_Work item_
Lines below that hold the word "проезд" must be copied in full.

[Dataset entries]
· · · · · · ·

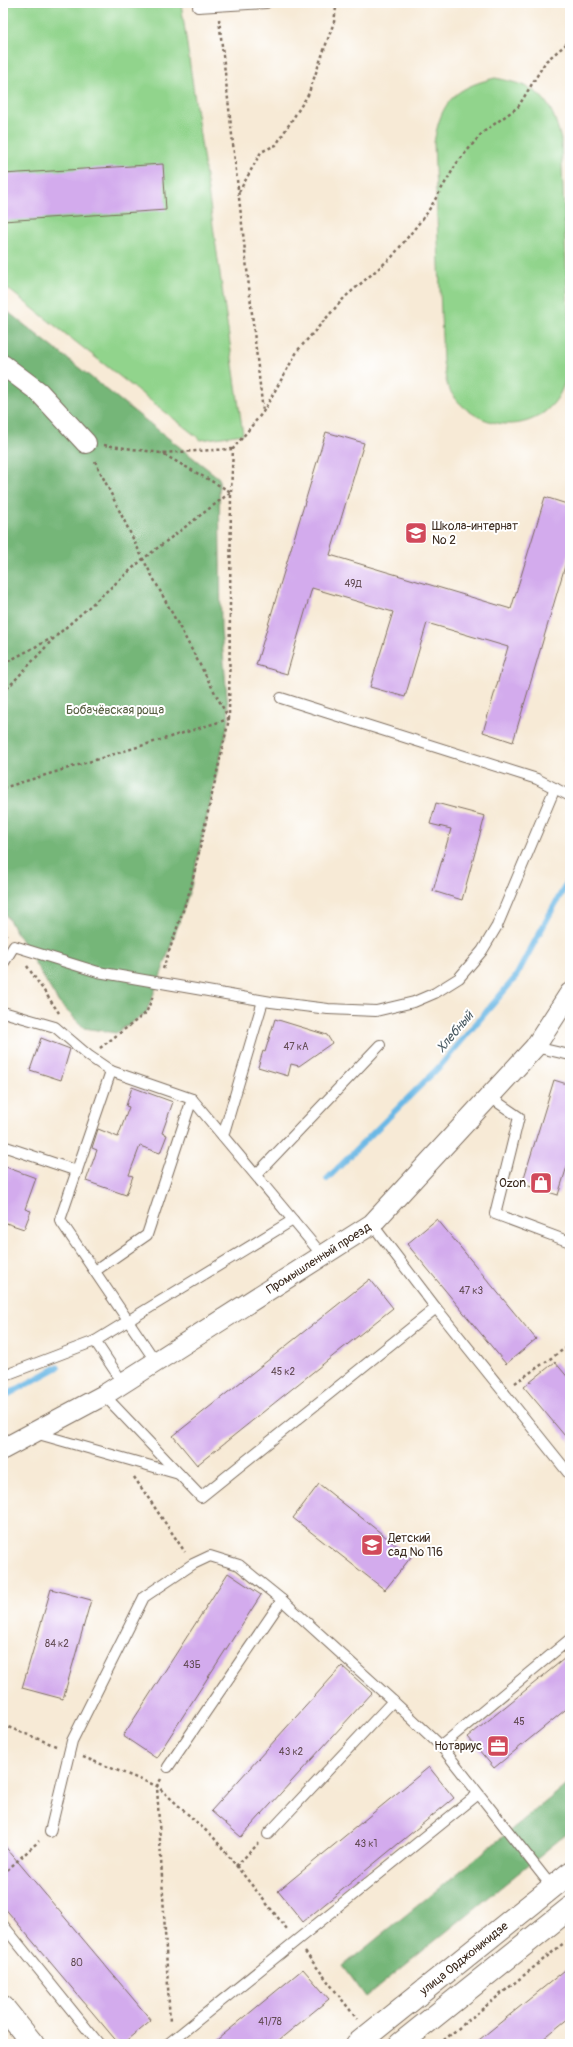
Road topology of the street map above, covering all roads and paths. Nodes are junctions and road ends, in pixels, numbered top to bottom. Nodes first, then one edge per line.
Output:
1 (266, 3) edge
2 (340, 3) edge
3 (218, 6) junction
4 (198, 7) dead end
5 (570, 41) edge
6 (239, 192) junction
7 (3, 366) edge
8 (263, 412) junction
9 (86, 443) junction
10 (233, 449) junction
11 (161, 453) junction
12 (230, 492) junction
13 (143, 558) junction
14 (55, 637) junction
15 (3, 664) edge
16 (3, 694) edge
17 (281, 698) dead end
18 (229, 719) junction
19 (3, 788) edge
20 (555, 788) junction
21 (570, 796) edge
22 (3, 930) edge
23 (14, 946) junction
24 (3, 964) edge
25 (158, 983) junction
26 (570, 993) edge
27 (263, 1001) junction
28 (3, 1012) edge
29 (62, 1017) dead end
30 (380, 1045) dead end
31 (535, 1046) junction
32 (570, 1055) edge
33 (89, 1056) junction
34 (111, 1071) junction
35 (490, 1097) junction
36 (192, 1099) junction
37 (223, 1136) junction
38 (3, 1146) edge
39 (77, 1171) junction
40 (256, 1175) junction
41 (293, 1220) junction
42 (372, 1224) junction
43 (570, 1242) edge
44 (323, 1256) junction
45 (95, 1271) junction
46 (436, 1308) junction
47 (129, 1321) junction
48 (95, 1341) junction
49 (570, 1345) edge
50 (156, 1362) junction
51 (3, 1376) edge
52 (123, 1383) junction
53 (503, 1391) junction
54 (104, 1395) junction
55 (35, 1433) junction
56 (3, 1449) edge
57 (121, 1458) junction
58 (179, 1474) junction
59 (570, 1474) edge
60 (194, 1564) junction
61 (282, 1600) junction
62 (570, 1639) edge
63 (393, 1700) junction
64 (3, 1726) edge
65 (441, 1746) junction
66 (69, 1752) junction
67 (168, 1767) dead end
68 (157, 1786) junction
69 (477, 1795) junction
70 (50, 1832) joint
71 (268, 1834) joint
72 (236, 1866) junction
73 (570, 1873) edge
74 (3, 1874) edge
75 (552, 1888) junction
76 (570, 1909) edge
77 (3, 1925) edge
78 (570, 1938) edge
79 (296, 1940) junction
80 (3, 2007) edge
81 (360, 2022) dead end
82 (169, 2043) edge
83 (33, 2044) edge
84 (99, 2044) edge
85 (357, 2044) edge
86 (400, 2044) edge
87 (439, 2044) edge

1 - 3 lane
2 - 6 path
3 - 4 lane
3 - 6 path
5 - 8 path
6 - 8 path
7 - 9 street
8 - 10 path
9 - 11 path
9 - 13 path
10 - 11 path
10 - 12 path
11 - 12 path
12 - 13 path
12 - 18 path
13 - 14 path
13 - 18 path
14 - 15 path
14 - 16 path
17 - 20 lane
18 - 19 path
18 - 25 path
20 - 21 lane
20 - 27 lane
22 - 23 path
23 - 24 lane
23 - 25 lane
23 - 29 path
25 - 27 lane
25 - 33 path
26 - 31 street, Промышленный проезд
27 - 37 lane
28 - 33 lane
30 - 40 lane
31 - 32 lane
31 - 35 street, Промышленный проезд
33 - 34 lane
34 - 36 lane
34 - 39 lane
35 - 42 street, Промышленный проезд
35 - 43 lane
36 - 37 lane
36 - 45 lane
37 - 40 lane
38 - 39 lane
39 - 45 lane
40 - 41 lane
41 - 44 lane
41 - 47 lane
42 - 44 street, Промышленный проезд
42 - 46 lane
44 - 50 street, Промышленный проезд
45 - 47 lane
46 - 53 lane
46 - 58 lane
47 - 48 lane
47 - 50 lane
48 - 51 lane
48 - 52 lane
49 - 53 path
50 - 52 street, Промышленный проезд
52 - 54 street, Промышленный проезд
53 - 59 lane
54 - 55 street, Промышленный проезд
54 - 58 lane
55 - 56 street, Промышленный проезд
55 - 57 lane
57 - 58 lane
57 - 60 path
60 - 61 lane
60 - 66 lane
61 - 63 lane
61 - 67 lane
62 - 65 lane
63 - 65 lane
63 - 71 lane
64 - 66 path
65 - 69 lane
66 - 68 path
66 - 70 lane
68 - 72 path
68 - 82 path
69 - 75 lane
69 - 79 lane
70 - 74 path
71 - 72 path
72 - 79 path
73 - 75 main road, улица Орджоникидзе
75 - 85 main road, улица Орджоникидзе
76 - 86 main road
77 - 84 lane
78 - 87 path
79 - 81 path
79 - 82 lane
80 - 83 main road

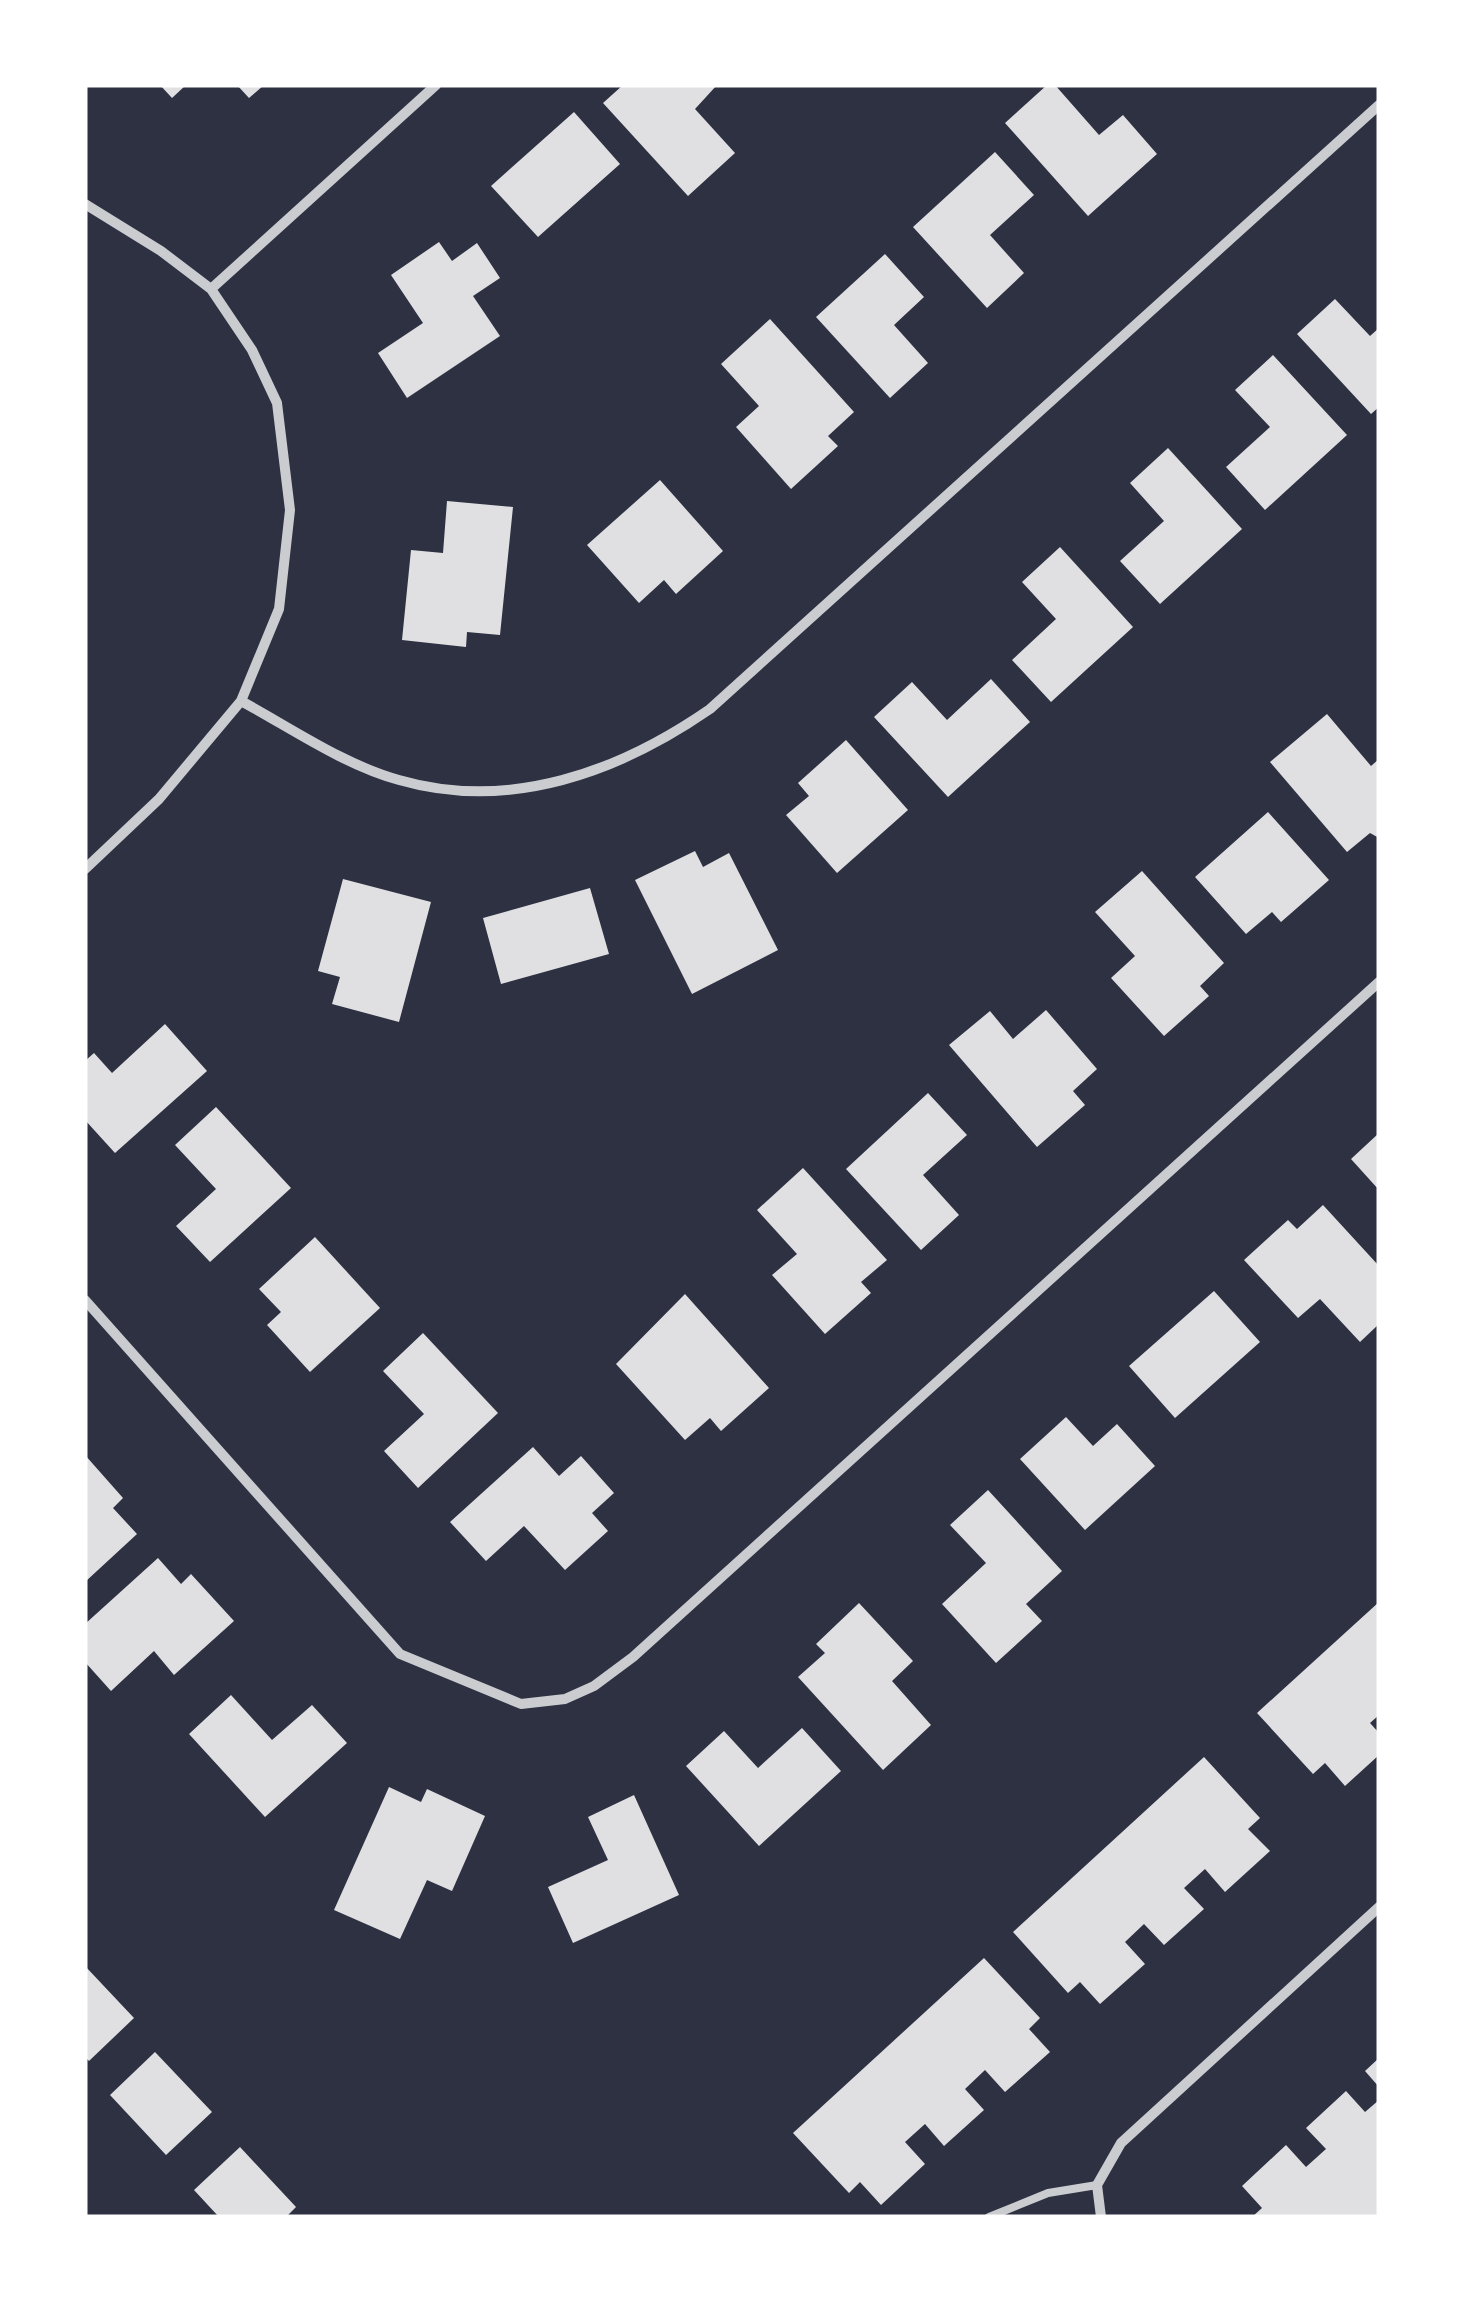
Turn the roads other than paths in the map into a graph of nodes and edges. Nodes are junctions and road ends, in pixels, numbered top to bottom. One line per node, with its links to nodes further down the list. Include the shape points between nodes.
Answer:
1 (436, 85): 4 (street)
2 (1379, 105): 5 (street, via 710,709 661,743 538,789 469,790 399,780)
3 (85, 204): 4 (street)
4 (210, 289): 5 (street, via 252,350 277,403 290,510 279,609)
5 (240, 701): 6 (street, via 159,799)
6 (85, 869)
7 (1379, 982): 8 (street, via 633,1657 565,1698 521,1704 400,1654)
8 (85, 1300)
9 (1379, 1907): 10 (street, via 1121,2143)
10 (1098, 2185): 11 (lane, via 1048,2193); 12 (street)
11 (989, 2217)
12 (1102, 2217)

· · · · · · ·

_Exercise answer_
26 - 31 street, Промышленный проезд
31 - 35 street, Промышленный проезд
35 - 42 street, Промышленный проезд
42 - 44 street, Промышленный проезд
44 - 50 street, Промышленный проезд
50 - 52 street, Промышленный проезд
52 - 54 street, Промышленный проезд
54 - 55 street, Промышленный проезд
55 - 56 street, Промышленный проезд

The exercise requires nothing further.